*** Records for processing ***

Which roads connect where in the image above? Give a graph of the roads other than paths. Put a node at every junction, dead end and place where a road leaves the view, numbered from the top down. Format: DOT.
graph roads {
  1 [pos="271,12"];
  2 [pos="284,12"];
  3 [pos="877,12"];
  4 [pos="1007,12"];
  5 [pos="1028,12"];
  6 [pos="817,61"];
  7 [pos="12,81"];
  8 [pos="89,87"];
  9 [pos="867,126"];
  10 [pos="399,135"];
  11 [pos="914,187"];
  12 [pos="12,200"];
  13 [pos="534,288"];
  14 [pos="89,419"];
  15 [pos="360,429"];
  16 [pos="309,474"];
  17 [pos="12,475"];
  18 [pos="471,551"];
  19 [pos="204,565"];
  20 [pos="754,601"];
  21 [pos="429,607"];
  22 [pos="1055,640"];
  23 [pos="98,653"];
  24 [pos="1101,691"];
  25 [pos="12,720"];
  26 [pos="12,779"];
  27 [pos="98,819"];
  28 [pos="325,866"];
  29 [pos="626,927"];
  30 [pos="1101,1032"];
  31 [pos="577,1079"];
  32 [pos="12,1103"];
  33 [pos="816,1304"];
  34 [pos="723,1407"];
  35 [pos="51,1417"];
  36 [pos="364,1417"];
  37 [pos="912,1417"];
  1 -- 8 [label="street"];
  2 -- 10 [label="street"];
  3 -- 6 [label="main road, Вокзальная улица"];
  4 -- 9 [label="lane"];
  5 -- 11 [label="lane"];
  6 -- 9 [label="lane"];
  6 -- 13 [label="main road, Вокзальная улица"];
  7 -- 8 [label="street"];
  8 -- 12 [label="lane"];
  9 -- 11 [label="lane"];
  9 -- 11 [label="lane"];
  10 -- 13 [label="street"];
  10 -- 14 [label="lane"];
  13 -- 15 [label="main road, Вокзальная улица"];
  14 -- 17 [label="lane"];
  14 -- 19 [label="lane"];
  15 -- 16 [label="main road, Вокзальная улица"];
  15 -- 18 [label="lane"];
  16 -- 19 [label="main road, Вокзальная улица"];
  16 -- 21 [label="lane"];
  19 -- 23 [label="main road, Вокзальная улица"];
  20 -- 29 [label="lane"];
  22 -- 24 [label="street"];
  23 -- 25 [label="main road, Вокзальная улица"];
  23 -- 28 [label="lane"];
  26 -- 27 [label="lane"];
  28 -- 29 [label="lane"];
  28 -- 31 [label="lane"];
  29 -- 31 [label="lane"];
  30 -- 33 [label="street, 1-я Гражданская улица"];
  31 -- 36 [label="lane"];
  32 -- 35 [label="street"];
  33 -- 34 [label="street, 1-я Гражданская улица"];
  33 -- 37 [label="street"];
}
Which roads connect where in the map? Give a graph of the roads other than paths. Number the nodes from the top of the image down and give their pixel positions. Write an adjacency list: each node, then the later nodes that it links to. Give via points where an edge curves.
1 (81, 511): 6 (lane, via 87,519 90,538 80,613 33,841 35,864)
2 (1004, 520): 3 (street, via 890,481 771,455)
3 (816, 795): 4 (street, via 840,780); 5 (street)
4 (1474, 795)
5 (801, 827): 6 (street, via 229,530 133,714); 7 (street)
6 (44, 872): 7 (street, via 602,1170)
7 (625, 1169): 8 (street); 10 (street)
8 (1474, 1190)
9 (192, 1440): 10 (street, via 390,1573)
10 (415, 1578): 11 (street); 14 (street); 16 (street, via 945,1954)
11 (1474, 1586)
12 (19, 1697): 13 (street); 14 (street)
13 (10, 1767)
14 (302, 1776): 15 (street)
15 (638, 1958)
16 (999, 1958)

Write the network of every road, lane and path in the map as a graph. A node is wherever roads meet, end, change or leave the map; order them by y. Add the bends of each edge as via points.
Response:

*** End of Records for processing ***

> _Task_
Beginning with the line that contains "Write the network", repeat every line through the end of the records and nothing more.

> _Task output_
Write the network of every road, lane and path in the map as a graph. A node is wherever roads meet, end, change or leave the map; order them by y. Add the bends of each edge as via points.
Response:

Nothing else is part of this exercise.